▶ _REQUIREMENT_: Report back every line from the entries below in which the word "Hebert" occurs.

▶ _DATA SHOWN_:
__________

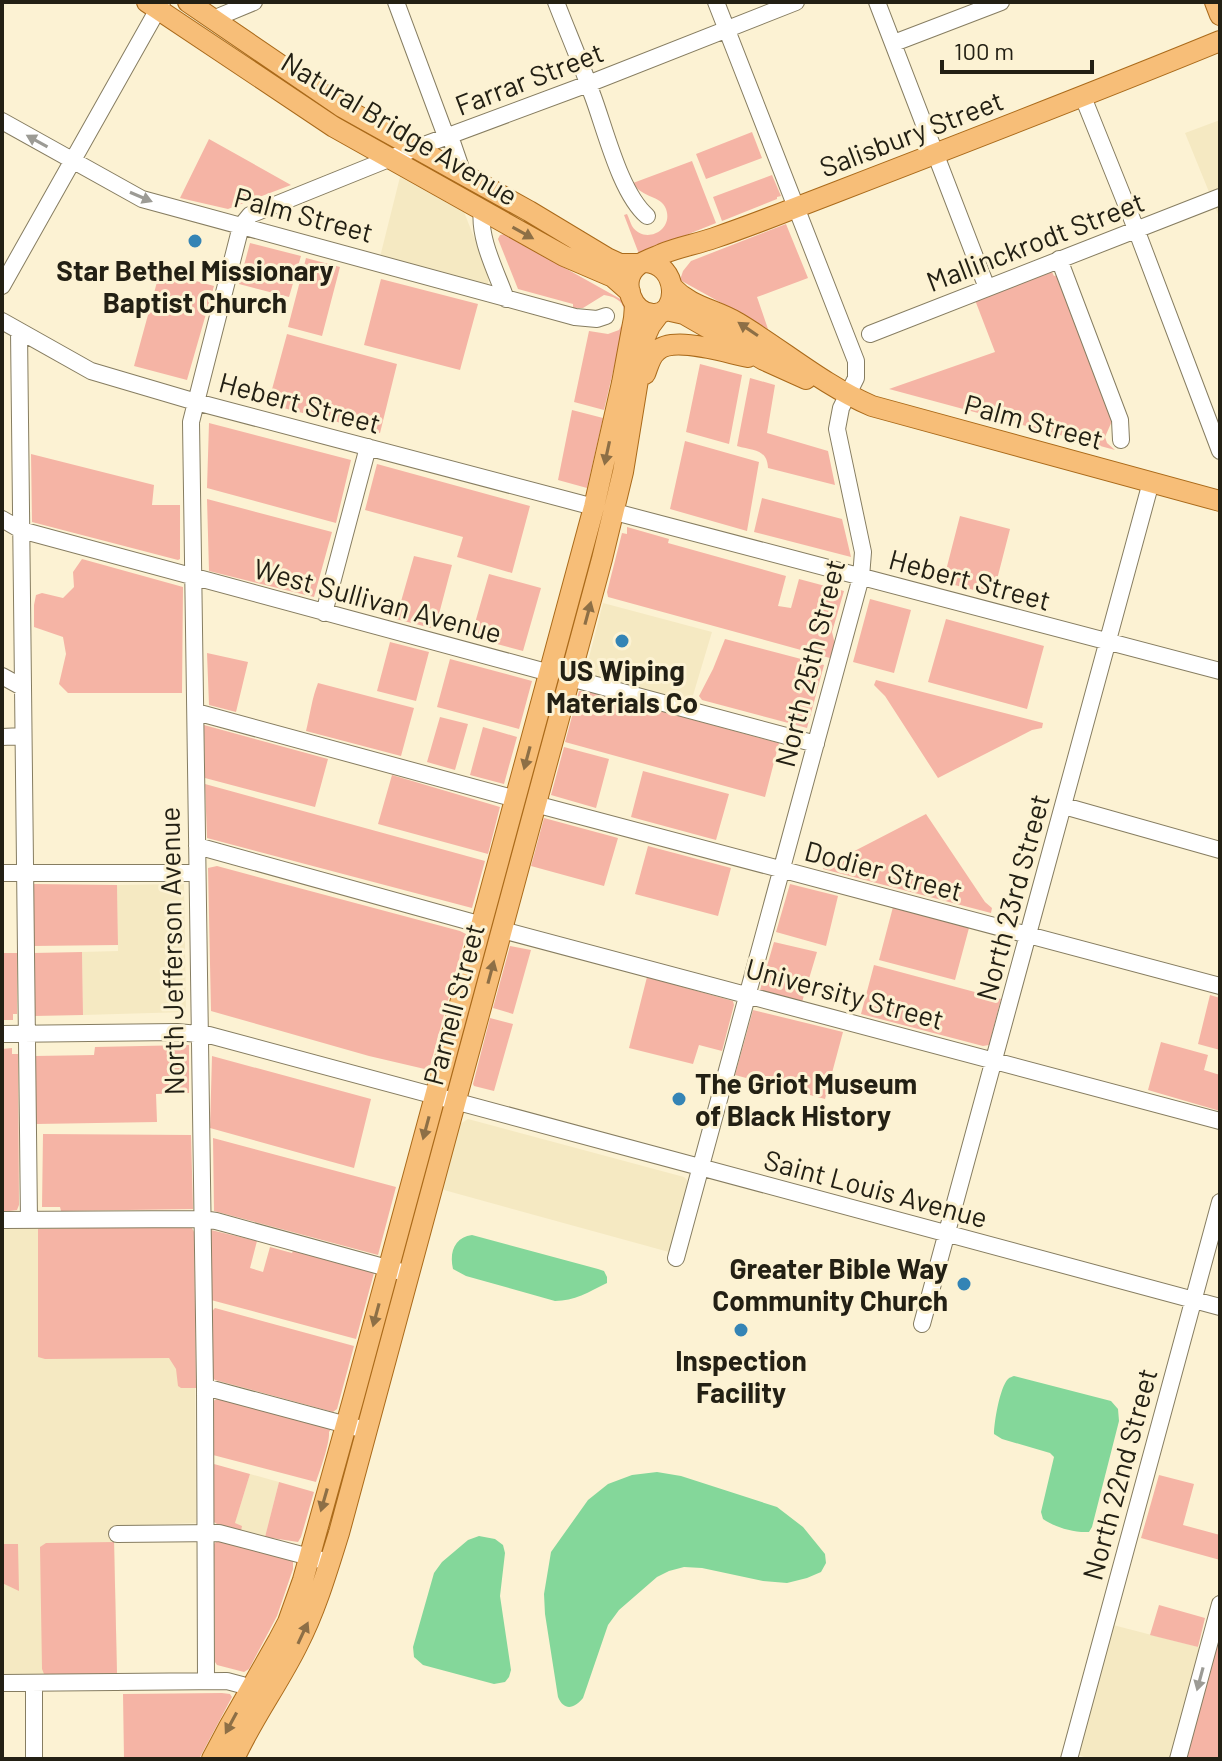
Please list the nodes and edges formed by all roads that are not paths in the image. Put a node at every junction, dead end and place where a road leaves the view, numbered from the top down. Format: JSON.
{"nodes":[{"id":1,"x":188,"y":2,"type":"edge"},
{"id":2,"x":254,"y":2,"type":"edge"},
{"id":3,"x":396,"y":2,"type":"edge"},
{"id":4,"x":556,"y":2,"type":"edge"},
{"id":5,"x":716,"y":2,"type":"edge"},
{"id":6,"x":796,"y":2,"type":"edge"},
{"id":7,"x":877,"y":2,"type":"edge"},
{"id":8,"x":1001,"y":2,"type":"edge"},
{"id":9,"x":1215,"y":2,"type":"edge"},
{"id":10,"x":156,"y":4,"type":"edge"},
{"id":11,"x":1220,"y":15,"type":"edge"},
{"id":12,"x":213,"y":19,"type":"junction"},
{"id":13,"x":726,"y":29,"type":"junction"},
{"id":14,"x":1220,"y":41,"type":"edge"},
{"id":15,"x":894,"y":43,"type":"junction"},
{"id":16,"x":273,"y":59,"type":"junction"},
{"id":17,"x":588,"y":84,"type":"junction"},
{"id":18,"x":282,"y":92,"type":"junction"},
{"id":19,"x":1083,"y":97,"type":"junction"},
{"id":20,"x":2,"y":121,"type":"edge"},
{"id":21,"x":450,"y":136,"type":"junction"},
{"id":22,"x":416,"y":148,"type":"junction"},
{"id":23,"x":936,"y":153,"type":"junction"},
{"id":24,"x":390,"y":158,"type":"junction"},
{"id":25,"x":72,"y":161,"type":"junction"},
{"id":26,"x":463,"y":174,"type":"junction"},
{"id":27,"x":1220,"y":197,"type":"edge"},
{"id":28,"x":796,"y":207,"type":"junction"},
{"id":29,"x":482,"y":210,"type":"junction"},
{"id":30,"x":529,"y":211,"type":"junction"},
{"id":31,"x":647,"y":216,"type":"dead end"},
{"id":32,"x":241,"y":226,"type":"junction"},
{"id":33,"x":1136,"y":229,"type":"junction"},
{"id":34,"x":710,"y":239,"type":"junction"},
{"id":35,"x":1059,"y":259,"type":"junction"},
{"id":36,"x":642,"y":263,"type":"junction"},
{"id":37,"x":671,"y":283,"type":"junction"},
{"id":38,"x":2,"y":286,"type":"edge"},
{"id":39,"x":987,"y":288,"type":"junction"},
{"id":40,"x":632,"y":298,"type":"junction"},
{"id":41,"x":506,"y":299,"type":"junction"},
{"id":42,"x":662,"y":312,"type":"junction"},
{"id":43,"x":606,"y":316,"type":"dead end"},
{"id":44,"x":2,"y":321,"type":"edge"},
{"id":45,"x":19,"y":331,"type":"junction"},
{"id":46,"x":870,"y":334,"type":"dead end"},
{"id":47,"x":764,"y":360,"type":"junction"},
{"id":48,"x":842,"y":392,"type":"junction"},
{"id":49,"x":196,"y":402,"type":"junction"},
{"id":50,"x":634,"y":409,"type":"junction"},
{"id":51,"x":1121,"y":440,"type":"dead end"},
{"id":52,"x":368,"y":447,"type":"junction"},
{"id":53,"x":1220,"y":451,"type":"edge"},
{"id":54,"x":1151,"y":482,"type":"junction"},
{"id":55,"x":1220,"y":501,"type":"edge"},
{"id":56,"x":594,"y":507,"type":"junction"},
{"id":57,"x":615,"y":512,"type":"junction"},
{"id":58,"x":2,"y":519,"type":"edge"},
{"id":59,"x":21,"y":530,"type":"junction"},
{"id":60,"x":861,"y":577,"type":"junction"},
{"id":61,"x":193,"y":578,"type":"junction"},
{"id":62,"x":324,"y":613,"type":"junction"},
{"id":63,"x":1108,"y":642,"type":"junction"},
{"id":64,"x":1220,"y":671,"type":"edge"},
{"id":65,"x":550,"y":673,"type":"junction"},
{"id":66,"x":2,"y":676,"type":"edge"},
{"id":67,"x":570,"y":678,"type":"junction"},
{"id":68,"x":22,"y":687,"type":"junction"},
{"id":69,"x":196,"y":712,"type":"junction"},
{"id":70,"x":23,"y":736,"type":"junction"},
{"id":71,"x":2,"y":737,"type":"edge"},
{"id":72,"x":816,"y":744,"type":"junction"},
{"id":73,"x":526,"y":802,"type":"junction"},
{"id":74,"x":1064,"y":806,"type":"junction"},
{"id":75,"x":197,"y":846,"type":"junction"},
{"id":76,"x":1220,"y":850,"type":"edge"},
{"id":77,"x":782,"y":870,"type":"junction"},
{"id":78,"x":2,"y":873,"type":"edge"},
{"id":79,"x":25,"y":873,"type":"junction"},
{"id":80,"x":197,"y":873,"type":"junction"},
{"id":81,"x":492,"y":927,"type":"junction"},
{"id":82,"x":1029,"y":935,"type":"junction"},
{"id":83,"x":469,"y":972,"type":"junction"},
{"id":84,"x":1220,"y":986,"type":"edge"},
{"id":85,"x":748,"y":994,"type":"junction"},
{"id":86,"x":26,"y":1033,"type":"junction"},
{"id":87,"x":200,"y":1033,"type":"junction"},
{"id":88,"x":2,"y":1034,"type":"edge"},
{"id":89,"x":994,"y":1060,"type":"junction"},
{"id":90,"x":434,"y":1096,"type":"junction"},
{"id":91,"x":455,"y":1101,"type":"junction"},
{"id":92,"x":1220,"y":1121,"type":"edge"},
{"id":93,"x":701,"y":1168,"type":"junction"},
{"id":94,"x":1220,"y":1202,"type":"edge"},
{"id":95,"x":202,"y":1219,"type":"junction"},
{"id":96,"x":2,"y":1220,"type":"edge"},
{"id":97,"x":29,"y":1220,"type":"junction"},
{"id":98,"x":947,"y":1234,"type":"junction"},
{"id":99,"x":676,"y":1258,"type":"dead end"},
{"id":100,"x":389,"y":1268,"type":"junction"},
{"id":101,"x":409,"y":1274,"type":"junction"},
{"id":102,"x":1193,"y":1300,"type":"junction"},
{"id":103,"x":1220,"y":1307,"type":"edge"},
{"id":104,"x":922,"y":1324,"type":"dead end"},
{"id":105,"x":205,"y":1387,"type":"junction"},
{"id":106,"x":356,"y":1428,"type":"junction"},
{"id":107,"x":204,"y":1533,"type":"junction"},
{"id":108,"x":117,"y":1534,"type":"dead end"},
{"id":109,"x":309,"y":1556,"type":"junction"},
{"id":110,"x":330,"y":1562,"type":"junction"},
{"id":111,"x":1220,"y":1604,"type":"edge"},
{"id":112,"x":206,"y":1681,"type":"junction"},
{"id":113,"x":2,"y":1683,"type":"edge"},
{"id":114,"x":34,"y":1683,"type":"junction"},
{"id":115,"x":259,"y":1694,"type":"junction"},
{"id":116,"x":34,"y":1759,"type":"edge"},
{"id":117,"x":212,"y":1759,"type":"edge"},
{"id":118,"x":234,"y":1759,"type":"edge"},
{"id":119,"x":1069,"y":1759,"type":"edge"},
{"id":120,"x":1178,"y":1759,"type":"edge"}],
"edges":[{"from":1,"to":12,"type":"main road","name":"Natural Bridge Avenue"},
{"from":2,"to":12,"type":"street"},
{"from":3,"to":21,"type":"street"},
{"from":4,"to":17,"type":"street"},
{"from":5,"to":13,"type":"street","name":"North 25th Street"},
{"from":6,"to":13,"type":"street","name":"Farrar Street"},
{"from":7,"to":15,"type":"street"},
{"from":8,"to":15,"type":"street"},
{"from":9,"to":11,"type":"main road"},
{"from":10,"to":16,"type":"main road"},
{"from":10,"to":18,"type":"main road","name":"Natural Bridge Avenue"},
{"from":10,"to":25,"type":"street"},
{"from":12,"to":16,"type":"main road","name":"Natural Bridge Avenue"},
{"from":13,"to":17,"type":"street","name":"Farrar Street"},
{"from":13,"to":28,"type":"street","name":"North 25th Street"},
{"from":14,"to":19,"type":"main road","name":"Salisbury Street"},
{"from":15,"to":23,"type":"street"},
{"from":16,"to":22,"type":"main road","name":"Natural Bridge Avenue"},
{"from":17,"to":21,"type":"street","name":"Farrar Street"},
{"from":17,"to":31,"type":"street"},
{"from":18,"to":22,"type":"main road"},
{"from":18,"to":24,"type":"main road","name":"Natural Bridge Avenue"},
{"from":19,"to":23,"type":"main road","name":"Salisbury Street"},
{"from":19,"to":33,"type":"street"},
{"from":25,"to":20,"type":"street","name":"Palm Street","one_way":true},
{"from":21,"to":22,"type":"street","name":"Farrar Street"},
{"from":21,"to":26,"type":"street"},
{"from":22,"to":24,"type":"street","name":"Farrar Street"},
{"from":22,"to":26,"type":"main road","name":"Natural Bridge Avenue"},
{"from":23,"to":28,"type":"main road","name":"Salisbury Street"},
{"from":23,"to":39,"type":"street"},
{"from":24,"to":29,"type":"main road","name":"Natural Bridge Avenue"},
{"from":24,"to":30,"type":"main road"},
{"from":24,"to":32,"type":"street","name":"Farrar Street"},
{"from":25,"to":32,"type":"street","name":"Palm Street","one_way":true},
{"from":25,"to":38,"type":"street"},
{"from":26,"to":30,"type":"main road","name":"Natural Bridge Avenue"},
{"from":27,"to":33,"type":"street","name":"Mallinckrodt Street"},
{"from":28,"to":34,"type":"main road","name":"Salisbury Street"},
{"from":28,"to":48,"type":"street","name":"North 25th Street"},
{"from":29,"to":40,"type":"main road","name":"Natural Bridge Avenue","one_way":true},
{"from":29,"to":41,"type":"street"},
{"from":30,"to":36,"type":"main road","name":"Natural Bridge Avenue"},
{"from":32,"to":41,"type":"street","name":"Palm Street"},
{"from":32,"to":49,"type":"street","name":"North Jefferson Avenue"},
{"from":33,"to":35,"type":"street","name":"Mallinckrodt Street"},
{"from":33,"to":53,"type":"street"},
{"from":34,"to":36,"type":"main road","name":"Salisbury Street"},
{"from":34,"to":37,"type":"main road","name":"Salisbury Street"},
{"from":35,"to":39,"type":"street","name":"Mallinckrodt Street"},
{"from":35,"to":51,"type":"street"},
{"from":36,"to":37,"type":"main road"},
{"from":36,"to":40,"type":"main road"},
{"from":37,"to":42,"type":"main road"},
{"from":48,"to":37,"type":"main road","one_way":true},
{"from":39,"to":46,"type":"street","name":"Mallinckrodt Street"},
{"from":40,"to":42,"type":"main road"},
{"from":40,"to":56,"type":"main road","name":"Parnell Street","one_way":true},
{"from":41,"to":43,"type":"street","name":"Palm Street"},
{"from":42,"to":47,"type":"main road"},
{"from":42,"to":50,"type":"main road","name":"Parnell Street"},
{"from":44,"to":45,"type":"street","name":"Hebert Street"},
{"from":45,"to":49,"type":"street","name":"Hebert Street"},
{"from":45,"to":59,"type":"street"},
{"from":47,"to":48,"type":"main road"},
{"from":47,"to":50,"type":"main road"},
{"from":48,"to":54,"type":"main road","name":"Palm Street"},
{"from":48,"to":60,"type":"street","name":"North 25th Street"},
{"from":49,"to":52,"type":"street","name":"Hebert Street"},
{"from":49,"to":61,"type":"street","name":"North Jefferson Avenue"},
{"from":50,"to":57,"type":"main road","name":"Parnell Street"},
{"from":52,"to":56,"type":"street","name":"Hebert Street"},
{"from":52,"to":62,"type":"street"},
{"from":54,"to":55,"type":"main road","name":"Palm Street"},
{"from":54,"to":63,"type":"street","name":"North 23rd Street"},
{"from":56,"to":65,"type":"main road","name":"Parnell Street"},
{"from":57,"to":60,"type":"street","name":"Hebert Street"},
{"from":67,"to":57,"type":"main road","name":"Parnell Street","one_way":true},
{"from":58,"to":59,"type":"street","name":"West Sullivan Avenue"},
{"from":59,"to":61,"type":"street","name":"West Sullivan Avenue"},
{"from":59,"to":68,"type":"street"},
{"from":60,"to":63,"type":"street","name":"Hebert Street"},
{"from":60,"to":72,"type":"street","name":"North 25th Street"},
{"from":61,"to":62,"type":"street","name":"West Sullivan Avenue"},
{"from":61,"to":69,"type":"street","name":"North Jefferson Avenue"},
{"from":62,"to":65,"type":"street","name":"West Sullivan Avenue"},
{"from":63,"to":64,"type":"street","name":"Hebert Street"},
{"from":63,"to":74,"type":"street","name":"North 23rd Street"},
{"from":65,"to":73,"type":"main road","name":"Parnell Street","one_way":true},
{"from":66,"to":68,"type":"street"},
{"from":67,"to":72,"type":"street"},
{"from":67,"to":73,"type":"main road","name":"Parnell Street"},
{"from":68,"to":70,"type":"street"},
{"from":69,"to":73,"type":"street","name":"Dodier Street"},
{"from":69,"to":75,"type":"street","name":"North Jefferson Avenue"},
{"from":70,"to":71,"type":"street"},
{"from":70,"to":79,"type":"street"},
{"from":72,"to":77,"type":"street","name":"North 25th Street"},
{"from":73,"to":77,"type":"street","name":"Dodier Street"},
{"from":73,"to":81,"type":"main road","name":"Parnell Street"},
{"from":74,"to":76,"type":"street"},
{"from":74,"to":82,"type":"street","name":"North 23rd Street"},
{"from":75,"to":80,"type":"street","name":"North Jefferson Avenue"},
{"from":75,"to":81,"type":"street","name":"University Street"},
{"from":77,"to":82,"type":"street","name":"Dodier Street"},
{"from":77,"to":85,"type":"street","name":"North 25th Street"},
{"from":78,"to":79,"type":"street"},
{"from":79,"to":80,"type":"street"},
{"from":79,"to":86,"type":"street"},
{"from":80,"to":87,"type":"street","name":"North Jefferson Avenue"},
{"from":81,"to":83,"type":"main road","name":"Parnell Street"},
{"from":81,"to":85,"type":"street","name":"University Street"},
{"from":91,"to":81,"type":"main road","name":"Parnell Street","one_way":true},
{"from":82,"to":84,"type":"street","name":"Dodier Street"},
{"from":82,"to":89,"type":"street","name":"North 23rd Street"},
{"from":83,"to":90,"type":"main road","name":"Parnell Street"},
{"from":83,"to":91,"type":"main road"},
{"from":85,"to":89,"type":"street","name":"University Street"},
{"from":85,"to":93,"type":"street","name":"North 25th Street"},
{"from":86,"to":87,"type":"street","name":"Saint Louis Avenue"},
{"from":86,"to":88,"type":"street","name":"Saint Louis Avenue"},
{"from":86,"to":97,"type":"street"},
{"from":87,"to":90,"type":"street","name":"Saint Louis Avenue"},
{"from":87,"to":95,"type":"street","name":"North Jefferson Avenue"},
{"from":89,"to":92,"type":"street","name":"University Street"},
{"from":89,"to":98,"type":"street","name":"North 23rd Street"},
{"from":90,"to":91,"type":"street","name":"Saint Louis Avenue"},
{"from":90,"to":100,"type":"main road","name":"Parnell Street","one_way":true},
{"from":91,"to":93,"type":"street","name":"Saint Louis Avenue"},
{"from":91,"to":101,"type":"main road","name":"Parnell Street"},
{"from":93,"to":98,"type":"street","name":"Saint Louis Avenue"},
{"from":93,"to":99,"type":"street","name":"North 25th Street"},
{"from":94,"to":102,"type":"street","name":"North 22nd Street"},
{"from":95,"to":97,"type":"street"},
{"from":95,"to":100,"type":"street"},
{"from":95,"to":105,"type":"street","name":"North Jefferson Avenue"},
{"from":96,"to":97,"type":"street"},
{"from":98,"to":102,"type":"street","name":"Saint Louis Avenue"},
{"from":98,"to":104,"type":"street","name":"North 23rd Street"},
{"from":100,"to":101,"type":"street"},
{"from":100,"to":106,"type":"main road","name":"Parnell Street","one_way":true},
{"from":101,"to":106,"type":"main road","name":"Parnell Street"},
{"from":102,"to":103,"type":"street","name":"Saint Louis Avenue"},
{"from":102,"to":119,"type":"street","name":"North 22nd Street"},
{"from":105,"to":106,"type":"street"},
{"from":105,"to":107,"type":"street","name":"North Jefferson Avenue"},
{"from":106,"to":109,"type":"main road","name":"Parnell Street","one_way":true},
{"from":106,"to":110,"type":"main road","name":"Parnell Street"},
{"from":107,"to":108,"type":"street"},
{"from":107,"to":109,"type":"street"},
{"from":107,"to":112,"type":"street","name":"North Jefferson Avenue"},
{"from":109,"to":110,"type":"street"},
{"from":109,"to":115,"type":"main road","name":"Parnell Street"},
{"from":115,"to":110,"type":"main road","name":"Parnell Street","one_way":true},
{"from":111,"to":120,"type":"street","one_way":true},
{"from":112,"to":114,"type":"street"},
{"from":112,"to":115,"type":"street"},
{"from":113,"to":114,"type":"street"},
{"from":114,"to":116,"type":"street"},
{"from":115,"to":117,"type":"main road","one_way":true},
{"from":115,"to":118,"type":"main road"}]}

__________

▶ _EXERCISE ANSWER_:
{"from":44,"to":45,"type":"street","name":"Hebert Street"},
{"from":45,"to":49,"type":"street","name":"Hebert Street"},
{"from":49,"to":52,"type":"street","name":"Hebert Street"},
{"from":52,"to":56,"type":"street","name":"Hebert Street"},
{"from":57,"to":60,"type":"street","name":"Hebert Street"},
{"from":60,"to":63,"type":"street","name":"Hebert Street"},
{"from":63,"to":64,"type":"street","name":"Hebert Street"},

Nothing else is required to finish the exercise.